Innanzitutto perché la mia passeggiata preferita per Firenze ha come itinerario la via de’ Serragli e il Teatro degli Artigianelli, poi per la lirica di Umberto Saba contenuta nel “Canzoniere”, libro che il Comandante regala al capitano. L’ex capo del SIM rivela a Bruno che i suoi “controlli”, gli informatori insospettabili, muoiono uno dopo l’altro in maniera poco chiara, perché qualcuno vuole distruggere la vecchia intelligence italiana. Ma non voglio dare troppe anticipazioni
Il Comandante appare stanco e invecchiato, dando in qualche modo ragione al detto andreottiano “il potere logora chi non ce l’ha”.
Nei precedenti libri, lui è come un console di una provincia romana, un sessantenne carismatico con il fascino che gli viene da una estrema sicurezza di sé. Privato del potere diventa fragile, deluso, arrabbiato. Non credevo che potesse cambiare così tanto, e devo dire che, come sostenevano i vecchi scrittori, sono i personaggi a comandare chi scrive e alla fine i romanzi si fanno da soli
Nel libro ricompare anche Daniele, fascista mai pentito, che però ha sempre difeso e protetto Arcieri, e alla fine risulta simpatico.
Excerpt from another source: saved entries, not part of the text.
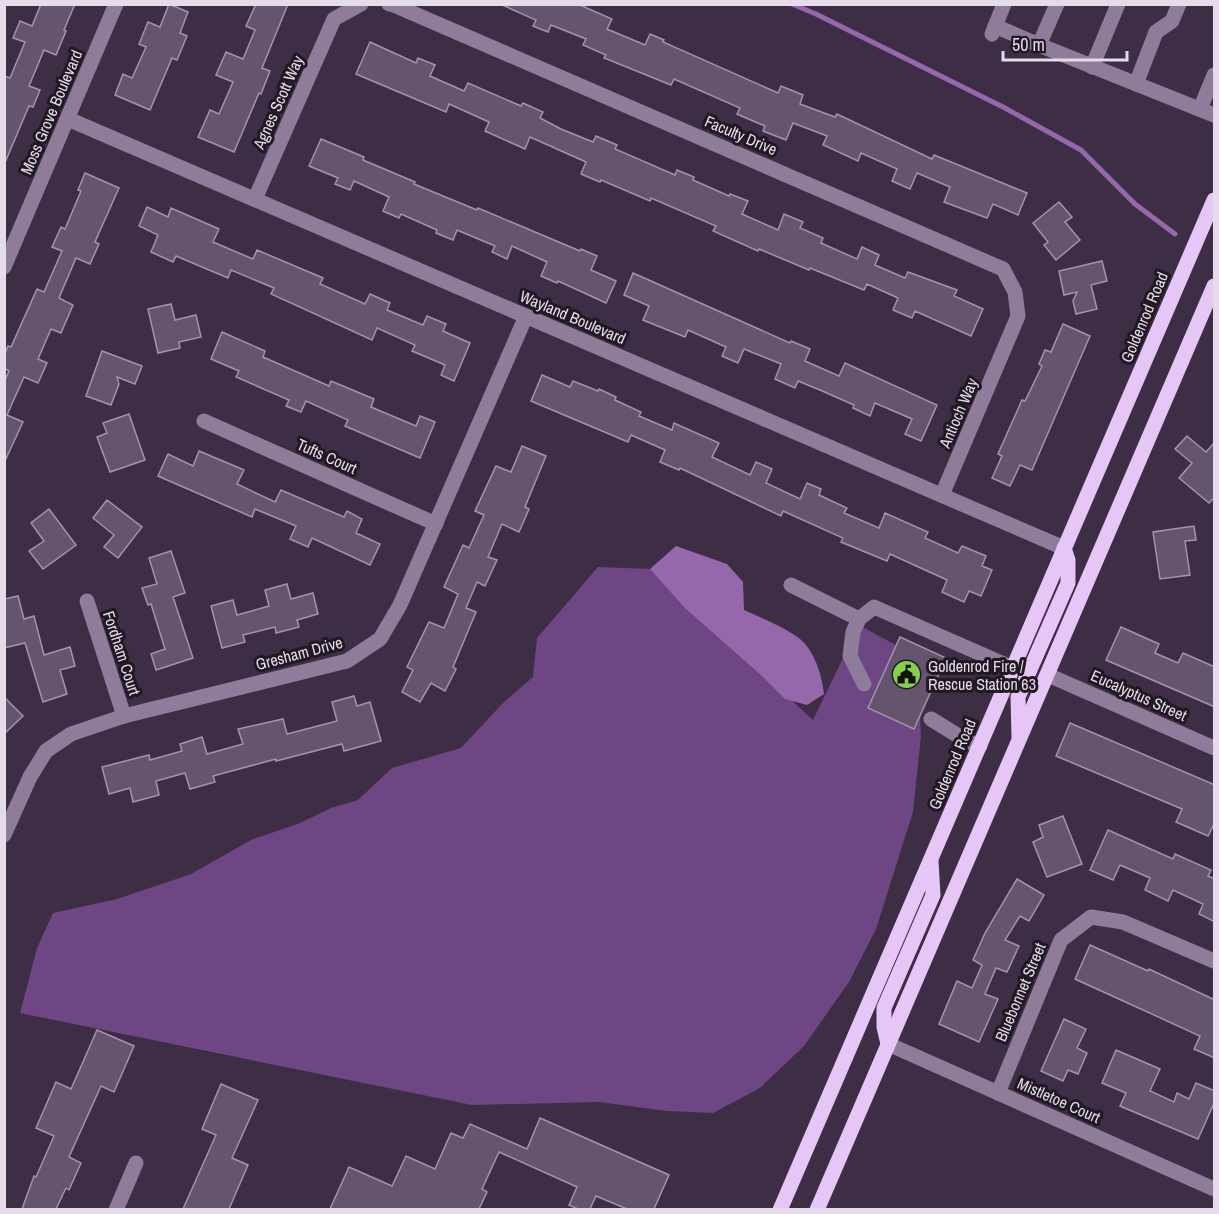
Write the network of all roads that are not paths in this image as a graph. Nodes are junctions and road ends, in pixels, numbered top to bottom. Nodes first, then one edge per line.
1 (116, 4) edge
2 (361, 4) edge
3 (389, 4) edge
4 (1004, 4) edge
5 (1057, 4) edge
6 (1118, 4) edge
7 (1179, 4) edge
8 (1039, 45) junction
9 (1092, 66) junction
10 (1215, 75) edge
11 (1136, 84) junction
12 (1200, 110) junction
13 (1215, 115) edge
14 (68, 119) junction
15 (255, 200) junction
16 (1215, 200) edge
17 (4, 267) edge
18 (1215, 286) edge
19 (526, 316) junction
20 (1006, 345) joint
21 (204, 421) dead end
22 (942, 495) junction
23 (436, 524) junction
24 (1064, 548) junction
25 (791, 585) dead end
26 (87, 602) dead end
27 (859, 619) junction
28 (1013, 668) junction
29 (1048, 675) junction
30 (864, 684) dead end
31 (124, 716) junction
32 (931, 719) dead end
33 (1019, 743) junction
34 (980, 746) junction
35 (1215, 748) edge
36 (4, 835) edge
37 (931, 858) junction
38 (1215, 961) edge
39 (888, 1044) junction
40 (998, 1093) junction
41 (136, 1163) dead end
42 (1215, 1189) edge
43 (116, 1209) edge
44 (780, 1209) edge
45 (817, 1209) edge

1 - 14 street, Moss Grove Boulevard
2 - 15 street, Agnes Scott Way
3 - 20 street, Faculty Drive
4 - 8 street
5 - 8 street
6 - 9 street
7 - 11 street
8 - 9 street
9 - 11 street
10 - 12 street
11 - 12 street
12 - 13 street
14 - 15 street, Wayland Boulevard
14 - 17 street, Moss Grove Boulevard
15 - 19 street, Wayland Boulevard
16 - 24 main road, Goldenrod Road
18 - 29 main road
19 - 22 street, Wayland Boulevard
19 - 23 street, Gresham Drive
20 - 22 street, Antioch Way
21 - 23 street, Tufts Court
22 - 24 street, Wayland Boulevard
23 - 31 street, Gresham Drive
24 - 28 main road, Goldenrod Road
24 - 33 main road
25 - 27 street
26 - 31 street, Fordham Court
27 - 28 street
27 - 30 street
28 - 34 main road, Goldenrod Road
29 - 33 main road
29 - 35 street, Eucalyptus Street
31 - 36 street, Gresham Drive
32 - 34 street
33 - 39 main road
34 - 37 main road, Goldenrod Road
37 - 39 main road
37 - 44 main road, Goldenrod Road
38 - 40 street, Bluebonnet Street
39 - 40 street, Mistletoe Court
39 - 45 main road
40 - 42 street, Mistletoe Court
41 - 43 street

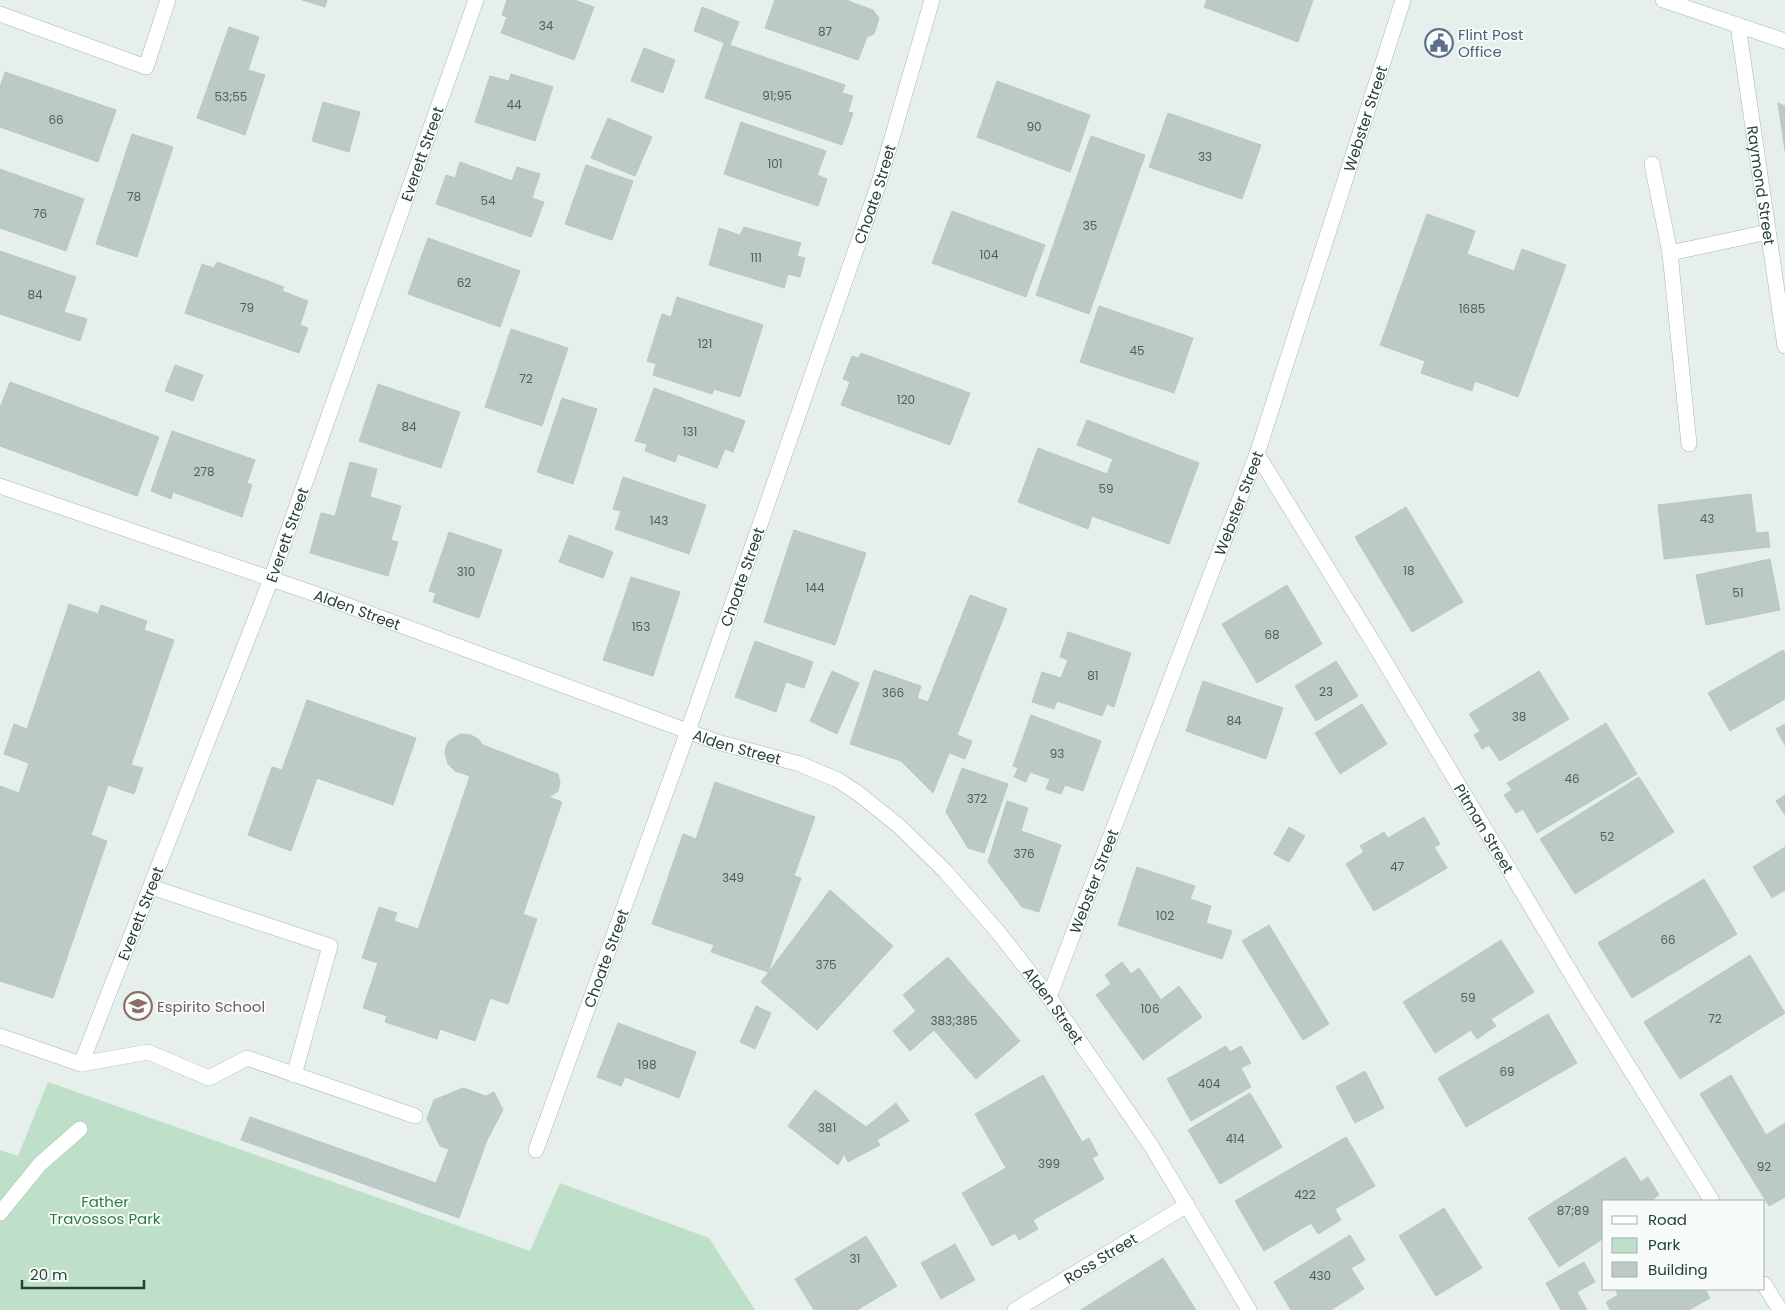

Lui morirà fascista, ma è una simpatica canaglia che ama e rispetta Arcieri e come lui non è vittima del servilismo, ora lavora per i sovietici sostenendo che sono i più vicini alla sua idea di fascismo. Del resto c’erano tanti fascismi, da Berto Ricci e Gentile ad Amerigo Dumini c’è molta differenza, lo stesso Ungaretti era fascista, e Daniele rappresenta questa complessità ideologica
Nei romanzi di Arcieri la musica è una costante, il jazz, di cui lui è appassionato, è un leit motiv che dà ritmo alla scrittura.
Certo, Bruno ha una grande raccolta di 78 giri di jazz, che poi viene purtroppo distrutta dall’alluvione di Firenze. In questo libro, in casa dei nobili che lo ospitano, Aimone, il figlio del marchese, gli fa ascoltare i rari “Dial” di Charlie Parker, arrivati in Italia con i soldati americani, che portarono anche i “V-disc”, più commerciali. Le canzoni, qui ho citato nel finale “In cerca di te” e “Cantando con le lacrime agli occhi”, dettano la cadenza del racconto, dando equilibrio
Lei ha pubblicato recentemente un “non Arcieri”, il romanzo “Borgo 8000” ambientato ai giorni nostri: pensa di continuare anche su quella strada?
Può darsi, il libro è stato accolto bene anche dalla critica, ma i lettori continuano a chiedermi: “Quando torna Arcieri?”